Le cadre GLTC (Goodwill-Listening-Talking-Cooperation), par son intégration systématique de protocoles biomédicaux et d’engagement humaniste, fait preuve d’une forte adaptabilité culturelle17,18. Ce cadre met l’accent sur l’amélioration des capacités d’écoute des médecins et sur l’amélioration des techniques de communication verbale. En écoutant attentivement les patients et en leur offrant une rétroaction en temps opportun, les médecins peuvent mieux comprendre leurs besoins et instaurer une relation de confiance.

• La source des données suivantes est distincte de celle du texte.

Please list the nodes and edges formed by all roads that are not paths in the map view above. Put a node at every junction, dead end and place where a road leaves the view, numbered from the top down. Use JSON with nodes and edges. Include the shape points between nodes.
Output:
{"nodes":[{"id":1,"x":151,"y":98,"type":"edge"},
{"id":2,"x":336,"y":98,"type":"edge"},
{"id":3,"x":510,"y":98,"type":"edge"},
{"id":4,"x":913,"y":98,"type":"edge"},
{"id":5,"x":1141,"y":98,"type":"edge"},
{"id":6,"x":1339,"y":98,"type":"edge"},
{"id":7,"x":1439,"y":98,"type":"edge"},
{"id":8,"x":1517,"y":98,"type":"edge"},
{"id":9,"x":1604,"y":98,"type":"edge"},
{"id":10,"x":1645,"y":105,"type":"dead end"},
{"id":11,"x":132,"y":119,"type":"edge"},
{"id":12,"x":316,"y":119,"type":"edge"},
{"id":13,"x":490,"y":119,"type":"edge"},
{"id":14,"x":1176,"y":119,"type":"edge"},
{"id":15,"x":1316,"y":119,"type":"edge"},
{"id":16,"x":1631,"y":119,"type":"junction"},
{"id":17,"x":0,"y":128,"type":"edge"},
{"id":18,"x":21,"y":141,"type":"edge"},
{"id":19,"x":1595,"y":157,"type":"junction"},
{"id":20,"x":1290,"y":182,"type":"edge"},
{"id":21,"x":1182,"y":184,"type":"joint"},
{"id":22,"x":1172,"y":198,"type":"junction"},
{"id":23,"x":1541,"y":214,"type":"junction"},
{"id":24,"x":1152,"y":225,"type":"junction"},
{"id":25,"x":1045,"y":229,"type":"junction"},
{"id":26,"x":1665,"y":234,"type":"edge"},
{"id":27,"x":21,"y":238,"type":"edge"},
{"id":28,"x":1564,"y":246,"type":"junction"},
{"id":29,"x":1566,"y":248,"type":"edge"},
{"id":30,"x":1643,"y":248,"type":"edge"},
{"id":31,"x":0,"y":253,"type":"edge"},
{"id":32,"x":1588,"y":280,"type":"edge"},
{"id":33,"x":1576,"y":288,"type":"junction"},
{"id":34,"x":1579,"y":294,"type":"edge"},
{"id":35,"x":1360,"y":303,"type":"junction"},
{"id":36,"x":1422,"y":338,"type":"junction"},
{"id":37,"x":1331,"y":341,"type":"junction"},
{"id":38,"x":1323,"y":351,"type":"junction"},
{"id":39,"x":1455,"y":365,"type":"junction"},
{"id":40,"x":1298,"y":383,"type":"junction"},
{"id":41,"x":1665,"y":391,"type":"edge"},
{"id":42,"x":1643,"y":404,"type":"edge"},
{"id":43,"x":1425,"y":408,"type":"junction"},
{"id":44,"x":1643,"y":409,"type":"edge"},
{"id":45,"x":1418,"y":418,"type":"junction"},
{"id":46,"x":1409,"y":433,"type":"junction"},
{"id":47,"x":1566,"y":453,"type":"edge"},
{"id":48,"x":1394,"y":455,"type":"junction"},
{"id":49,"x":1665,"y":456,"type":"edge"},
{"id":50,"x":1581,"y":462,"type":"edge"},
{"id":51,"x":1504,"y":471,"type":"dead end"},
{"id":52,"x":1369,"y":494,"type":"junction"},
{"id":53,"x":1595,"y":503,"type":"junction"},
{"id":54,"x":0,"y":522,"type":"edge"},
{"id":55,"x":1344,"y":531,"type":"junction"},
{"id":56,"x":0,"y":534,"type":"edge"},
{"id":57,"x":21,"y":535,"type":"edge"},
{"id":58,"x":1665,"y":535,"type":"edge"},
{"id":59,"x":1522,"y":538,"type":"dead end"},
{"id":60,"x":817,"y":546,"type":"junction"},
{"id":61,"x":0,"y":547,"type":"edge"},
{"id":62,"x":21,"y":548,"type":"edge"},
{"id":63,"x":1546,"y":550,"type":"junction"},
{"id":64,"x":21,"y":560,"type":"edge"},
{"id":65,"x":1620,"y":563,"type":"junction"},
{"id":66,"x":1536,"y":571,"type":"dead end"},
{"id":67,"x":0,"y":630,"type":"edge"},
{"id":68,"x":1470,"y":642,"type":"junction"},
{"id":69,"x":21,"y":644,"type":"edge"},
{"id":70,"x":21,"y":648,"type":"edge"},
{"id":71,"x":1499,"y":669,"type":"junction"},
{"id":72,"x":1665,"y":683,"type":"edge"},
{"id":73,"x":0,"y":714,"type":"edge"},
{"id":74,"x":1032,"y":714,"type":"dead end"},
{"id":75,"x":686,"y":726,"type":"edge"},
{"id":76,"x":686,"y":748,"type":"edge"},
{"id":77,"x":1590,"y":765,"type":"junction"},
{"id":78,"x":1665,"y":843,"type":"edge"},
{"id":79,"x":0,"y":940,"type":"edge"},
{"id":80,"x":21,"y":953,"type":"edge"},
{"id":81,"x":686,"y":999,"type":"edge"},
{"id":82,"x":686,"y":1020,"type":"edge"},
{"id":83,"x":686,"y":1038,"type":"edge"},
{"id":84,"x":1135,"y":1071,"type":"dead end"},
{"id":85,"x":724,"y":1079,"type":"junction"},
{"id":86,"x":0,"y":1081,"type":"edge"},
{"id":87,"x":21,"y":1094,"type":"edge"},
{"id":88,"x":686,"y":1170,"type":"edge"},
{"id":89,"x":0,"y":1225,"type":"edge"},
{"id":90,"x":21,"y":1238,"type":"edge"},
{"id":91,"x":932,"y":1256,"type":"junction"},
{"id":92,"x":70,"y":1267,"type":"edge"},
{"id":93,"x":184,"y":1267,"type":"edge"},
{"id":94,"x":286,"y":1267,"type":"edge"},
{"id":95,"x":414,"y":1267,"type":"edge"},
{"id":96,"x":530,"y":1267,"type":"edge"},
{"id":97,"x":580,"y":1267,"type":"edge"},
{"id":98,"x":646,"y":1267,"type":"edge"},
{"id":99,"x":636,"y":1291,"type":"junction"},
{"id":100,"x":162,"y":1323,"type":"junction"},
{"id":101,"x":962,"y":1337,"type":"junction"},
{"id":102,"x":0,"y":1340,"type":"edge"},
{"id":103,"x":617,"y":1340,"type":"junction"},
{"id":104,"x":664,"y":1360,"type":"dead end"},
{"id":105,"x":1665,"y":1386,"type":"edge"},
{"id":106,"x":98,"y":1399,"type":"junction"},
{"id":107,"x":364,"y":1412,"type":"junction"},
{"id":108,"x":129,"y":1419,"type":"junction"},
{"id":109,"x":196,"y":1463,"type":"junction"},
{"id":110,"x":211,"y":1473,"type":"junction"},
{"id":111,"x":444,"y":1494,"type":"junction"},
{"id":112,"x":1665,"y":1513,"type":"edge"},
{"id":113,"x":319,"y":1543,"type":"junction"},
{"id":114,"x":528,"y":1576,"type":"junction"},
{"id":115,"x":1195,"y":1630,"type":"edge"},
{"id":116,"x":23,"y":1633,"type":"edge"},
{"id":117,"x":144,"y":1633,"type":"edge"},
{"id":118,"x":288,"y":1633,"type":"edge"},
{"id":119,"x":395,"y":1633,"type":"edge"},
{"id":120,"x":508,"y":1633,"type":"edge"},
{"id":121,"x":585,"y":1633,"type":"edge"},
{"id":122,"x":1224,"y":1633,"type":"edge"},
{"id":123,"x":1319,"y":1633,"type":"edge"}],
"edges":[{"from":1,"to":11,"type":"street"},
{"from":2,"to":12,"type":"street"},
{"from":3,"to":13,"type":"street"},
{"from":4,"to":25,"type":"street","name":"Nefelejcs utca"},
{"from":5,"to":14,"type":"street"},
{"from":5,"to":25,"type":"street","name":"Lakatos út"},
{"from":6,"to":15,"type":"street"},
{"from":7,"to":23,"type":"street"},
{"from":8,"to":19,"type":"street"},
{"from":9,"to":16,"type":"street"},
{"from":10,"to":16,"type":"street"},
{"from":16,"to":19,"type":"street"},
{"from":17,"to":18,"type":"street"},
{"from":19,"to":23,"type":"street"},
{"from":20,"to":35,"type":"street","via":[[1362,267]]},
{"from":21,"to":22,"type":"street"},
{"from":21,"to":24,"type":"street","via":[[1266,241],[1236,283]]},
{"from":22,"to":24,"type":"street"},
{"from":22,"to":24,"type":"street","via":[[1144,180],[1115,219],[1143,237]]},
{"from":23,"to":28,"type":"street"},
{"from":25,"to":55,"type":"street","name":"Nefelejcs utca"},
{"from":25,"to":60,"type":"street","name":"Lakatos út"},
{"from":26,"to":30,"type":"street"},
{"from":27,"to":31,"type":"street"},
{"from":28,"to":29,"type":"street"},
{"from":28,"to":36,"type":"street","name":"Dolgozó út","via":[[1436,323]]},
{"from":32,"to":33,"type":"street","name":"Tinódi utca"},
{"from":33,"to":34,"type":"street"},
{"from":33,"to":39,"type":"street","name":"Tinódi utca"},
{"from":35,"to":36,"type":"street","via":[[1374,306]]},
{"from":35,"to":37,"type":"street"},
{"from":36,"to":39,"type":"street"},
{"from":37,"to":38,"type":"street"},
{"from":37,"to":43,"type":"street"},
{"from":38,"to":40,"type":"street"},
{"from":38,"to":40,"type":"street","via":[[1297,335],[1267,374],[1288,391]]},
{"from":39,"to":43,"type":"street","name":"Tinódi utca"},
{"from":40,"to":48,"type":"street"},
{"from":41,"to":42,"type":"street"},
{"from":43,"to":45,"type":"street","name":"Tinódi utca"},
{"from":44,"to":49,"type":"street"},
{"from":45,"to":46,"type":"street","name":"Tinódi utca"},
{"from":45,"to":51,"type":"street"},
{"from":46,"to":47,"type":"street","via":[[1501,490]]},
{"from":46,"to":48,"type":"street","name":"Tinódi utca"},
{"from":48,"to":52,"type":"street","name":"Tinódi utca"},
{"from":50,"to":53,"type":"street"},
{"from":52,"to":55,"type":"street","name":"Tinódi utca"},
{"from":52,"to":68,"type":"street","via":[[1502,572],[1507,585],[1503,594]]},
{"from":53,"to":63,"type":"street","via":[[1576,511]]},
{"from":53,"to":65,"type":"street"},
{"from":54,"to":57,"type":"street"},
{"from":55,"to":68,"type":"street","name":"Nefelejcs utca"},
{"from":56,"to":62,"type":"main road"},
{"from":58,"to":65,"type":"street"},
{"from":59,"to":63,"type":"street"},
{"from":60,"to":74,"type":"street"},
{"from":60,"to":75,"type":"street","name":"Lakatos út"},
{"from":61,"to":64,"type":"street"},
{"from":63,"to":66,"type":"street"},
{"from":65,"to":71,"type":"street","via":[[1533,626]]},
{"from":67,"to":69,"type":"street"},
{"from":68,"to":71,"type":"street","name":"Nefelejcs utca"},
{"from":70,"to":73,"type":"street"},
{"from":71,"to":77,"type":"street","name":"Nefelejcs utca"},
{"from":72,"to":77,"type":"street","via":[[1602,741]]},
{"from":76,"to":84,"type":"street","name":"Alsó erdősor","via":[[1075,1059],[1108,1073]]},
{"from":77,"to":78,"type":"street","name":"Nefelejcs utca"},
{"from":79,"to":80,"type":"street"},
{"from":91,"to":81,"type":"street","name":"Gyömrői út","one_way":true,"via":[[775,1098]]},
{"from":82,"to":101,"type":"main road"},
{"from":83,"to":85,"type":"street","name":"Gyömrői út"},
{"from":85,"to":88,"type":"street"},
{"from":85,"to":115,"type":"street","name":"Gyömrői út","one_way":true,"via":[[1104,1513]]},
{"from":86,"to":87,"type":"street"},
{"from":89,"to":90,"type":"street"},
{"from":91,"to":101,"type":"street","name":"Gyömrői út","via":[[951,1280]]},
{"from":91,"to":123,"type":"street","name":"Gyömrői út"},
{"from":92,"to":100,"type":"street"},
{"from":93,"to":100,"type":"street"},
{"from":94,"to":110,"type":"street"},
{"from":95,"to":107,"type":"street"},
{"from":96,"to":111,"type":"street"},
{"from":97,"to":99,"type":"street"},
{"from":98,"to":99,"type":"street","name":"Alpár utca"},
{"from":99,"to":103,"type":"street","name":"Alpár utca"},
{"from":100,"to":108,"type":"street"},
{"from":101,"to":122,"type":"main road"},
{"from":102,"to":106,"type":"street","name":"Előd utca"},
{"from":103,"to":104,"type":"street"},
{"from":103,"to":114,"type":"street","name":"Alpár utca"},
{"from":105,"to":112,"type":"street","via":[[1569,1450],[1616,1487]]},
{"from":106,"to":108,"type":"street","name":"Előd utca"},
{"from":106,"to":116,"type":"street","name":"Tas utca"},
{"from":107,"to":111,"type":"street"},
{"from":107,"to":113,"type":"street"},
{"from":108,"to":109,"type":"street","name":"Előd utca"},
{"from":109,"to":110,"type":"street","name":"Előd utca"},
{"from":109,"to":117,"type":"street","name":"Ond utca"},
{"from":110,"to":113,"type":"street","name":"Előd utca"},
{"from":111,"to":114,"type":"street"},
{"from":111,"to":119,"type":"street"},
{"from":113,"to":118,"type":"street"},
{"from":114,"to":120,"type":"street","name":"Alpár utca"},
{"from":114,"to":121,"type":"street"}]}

De plus, l’utilisation d’un langage corporel amical, d’expressions verbales chaleureuses et d’un dialogue encourageant contribue à renforcer la confiance du patient, améliorant ainsi la relation médecin-patient et élevant la qualité des soins 18,19,20.
Cette approche est particulièrement importante dans le traitement des patients atteints de dysfonction sexuelle psychogène. Il est recommandé d’intégrer le cadre de communication du GLTC tout au long du processus de traitement, avec des plans de mise en œuvre adaptés aux différences individuelles des patients17,21. Ceci est particulièrement pertinent dans le contexte de la thérapie andrologique. Pour relever les défis cliniques auxquels sont confrontés les jeunes couples souffrant d’infertilité due à une dysfonction érectile psychogène, un modèle de diagnostic et de traitement a été élaboré qui intègre la méthode de classification15 de Hawton au cadre de communication du GLTC, ce qui a donné des résultats notables.